## BRIEF
Go through the records line by line from the top and repeat each one exactly, ending with the line that contains "height:15px; margin:-7.5px; padding:0".

## INPUT FOR THIS TASK
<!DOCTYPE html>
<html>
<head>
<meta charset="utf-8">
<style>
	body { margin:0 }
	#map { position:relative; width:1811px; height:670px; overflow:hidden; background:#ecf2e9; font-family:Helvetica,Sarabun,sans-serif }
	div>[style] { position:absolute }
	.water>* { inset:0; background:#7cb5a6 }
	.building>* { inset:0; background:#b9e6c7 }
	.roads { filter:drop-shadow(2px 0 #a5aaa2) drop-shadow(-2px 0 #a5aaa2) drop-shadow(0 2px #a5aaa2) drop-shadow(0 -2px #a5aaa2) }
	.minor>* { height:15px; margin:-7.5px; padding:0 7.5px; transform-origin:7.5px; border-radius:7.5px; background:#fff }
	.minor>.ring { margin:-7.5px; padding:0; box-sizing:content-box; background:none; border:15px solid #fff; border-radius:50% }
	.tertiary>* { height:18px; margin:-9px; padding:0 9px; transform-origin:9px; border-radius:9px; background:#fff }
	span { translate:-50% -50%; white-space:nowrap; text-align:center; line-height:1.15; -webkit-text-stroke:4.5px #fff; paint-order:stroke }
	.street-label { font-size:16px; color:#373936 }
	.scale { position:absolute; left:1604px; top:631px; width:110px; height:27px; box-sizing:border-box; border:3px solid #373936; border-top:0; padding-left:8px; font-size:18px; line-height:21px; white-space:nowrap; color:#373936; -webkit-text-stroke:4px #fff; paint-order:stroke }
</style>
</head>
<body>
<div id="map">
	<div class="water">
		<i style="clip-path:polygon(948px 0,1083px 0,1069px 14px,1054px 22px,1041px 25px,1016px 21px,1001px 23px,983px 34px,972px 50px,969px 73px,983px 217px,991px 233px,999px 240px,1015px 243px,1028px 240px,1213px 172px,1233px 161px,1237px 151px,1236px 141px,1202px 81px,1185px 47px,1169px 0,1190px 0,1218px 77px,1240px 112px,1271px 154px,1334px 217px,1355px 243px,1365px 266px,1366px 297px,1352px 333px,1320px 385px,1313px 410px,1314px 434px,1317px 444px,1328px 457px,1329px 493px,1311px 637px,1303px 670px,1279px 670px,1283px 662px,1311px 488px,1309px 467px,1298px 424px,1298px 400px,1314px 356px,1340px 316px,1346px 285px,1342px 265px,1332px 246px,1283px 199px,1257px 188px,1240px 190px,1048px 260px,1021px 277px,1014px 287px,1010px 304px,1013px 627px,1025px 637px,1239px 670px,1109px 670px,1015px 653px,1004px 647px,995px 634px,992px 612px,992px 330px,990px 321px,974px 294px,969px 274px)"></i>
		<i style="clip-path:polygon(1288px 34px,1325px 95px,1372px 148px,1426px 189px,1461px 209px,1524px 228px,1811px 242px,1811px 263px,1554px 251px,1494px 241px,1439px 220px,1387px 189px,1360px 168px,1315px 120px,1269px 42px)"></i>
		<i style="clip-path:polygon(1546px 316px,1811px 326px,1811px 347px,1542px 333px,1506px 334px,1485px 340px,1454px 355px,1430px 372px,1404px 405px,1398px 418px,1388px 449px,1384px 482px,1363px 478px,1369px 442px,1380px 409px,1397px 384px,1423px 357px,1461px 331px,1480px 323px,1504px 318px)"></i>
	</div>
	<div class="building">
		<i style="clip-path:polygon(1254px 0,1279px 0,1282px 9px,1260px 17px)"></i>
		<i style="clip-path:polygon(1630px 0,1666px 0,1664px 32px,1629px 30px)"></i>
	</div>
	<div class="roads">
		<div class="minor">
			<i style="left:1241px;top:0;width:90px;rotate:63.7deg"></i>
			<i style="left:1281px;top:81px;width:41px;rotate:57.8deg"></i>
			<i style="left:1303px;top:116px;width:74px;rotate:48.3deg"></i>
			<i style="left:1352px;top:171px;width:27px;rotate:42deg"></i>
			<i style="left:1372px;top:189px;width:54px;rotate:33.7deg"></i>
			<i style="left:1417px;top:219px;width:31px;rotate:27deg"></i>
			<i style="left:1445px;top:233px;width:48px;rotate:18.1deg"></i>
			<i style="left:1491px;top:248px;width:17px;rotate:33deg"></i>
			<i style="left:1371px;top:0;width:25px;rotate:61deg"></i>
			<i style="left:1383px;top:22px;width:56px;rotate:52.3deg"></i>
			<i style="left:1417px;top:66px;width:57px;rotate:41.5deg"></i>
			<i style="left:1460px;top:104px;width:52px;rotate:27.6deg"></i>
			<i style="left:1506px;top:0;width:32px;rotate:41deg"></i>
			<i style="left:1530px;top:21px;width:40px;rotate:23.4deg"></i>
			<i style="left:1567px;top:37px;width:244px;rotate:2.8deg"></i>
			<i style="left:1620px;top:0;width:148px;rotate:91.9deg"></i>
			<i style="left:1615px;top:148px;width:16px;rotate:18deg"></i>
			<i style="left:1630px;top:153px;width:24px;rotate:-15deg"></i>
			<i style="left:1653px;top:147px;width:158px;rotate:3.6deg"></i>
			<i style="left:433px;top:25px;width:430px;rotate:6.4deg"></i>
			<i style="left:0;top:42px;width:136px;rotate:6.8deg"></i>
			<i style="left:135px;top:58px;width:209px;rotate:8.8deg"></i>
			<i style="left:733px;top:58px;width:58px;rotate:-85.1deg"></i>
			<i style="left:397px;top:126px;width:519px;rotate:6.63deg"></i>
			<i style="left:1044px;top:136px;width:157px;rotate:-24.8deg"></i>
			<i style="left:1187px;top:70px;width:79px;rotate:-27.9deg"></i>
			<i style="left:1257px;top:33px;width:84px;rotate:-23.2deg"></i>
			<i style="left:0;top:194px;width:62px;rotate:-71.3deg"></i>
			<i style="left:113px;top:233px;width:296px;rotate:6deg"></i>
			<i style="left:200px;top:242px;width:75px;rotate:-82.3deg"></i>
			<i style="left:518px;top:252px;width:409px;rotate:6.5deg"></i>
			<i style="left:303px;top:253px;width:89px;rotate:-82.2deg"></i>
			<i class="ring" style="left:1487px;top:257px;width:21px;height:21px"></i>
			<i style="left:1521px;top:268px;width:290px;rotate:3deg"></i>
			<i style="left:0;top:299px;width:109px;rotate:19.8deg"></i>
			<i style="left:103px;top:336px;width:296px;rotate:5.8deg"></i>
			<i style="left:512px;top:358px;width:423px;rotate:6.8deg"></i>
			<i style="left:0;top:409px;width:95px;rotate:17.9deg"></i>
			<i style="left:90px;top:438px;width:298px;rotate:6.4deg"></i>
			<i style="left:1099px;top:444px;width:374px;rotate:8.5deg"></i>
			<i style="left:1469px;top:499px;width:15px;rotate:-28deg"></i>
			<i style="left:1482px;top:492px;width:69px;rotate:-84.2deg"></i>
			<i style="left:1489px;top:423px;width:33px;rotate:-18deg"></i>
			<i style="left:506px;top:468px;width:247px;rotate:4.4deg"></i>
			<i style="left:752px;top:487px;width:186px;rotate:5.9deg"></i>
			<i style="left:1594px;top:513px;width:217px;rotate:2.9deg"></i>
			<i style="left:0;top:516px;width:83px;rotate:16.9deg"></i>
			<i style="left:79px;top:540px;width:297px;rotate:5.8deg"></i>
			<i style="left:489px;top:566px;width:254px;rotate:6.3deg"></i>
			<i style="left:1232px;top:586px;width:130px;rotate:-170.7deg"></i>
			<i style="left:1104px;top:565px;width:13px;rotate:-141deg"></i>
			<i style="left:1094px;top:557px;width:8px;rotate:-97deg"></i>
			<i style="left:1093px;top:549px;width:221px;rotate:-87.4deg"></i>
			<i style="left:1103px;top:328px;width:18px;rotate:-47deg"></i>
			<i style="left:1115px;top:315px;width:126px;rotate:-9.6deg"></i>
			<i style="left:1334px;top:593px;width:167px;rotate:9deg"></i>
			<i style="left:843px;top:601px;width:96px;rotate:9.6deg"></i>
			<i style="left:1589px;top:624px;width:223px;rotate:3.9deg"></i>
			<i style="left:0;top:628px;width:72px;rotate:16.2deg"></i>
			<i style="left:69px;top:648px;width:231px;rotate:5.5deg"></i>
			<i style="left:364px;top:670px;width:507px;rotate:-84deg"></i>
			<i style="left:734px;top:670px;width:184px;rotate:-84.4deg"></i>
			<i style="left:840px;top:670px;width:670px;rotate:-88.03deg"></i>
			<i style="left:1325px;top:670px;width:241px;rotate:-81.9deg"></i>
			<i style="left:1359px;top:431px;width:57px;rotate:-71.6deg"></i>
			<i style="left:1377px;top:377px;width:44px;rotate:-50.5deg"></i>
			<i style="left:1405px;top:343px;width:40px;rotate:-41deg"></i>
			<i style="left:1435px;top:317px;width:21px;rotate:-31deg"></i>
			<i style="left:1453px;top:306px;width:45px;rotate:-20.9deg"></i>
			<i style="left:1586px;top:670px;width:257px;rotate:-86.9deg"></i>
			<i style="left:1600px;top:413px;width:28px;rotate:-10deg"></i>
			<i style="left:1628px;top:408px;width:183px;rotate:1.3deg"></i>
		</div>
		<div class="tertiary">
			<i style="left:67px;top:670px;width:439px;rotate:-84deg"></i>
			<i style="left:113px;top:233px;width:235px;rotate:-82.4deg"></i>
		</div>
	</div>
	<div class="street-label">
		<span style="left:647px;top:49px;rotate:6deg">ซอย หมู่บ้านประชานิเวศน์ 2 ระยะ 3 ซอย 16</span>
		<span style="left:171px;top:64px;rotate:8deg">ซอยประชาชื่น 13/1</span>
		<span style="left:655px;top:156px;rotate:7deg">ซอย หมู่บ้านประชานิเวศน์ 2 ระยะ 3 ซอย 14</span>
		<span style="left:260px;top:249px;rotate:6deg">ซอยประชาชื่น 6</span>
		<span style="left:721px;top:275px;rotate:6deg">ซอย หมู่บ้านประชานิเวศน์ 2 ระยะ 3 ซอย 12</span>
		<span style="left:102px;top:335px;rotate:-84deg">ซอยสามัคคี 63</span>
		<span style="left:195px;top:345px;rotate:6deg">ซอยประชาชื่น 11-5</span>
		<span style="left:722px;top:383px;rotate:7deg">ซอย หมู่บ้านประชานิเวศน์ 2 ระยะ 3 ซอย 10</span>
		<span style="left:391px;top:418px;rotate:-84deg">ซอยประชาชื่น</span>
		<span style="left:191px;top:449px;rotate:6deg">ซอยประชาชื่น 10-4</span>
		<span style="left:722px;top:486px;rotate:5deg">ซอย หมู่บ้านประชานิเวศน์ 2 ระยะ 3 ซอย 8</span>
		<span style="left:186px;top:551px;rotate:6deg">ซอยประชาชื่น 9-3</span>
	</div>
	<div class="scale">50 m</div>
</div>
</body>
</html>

## EXERCISE ANSWER
<!DOCTYPE html>
<html>
<head>
<meta charset="utf-8">
<style>
	body { margin:0 }
	#map { position:relative; width:1811px; height:670px; overflow:hidden; background:#ecf2e9; font-family:Helvetica,Sarabun,sans-serif }
	div>[style] { position:absolute }
	.water>* { inset:0; background:#7cb5a6 }
	.building>* { inset:0; background:#b9e6c7 }
	.roads { filter:drop-shadow(2px 0 #a5aaa2) drop-shadow(-2px 0 #a5aaa2) drop-shadow(0 2px #a5aaa2) drop-shadow(0 -2px #a5aaa2) }
	.minor>* { height:15px; margin:-7.5px; padding:0 7.5px; transform-origin:7.5px; border-radius:7.5px; background:#fff }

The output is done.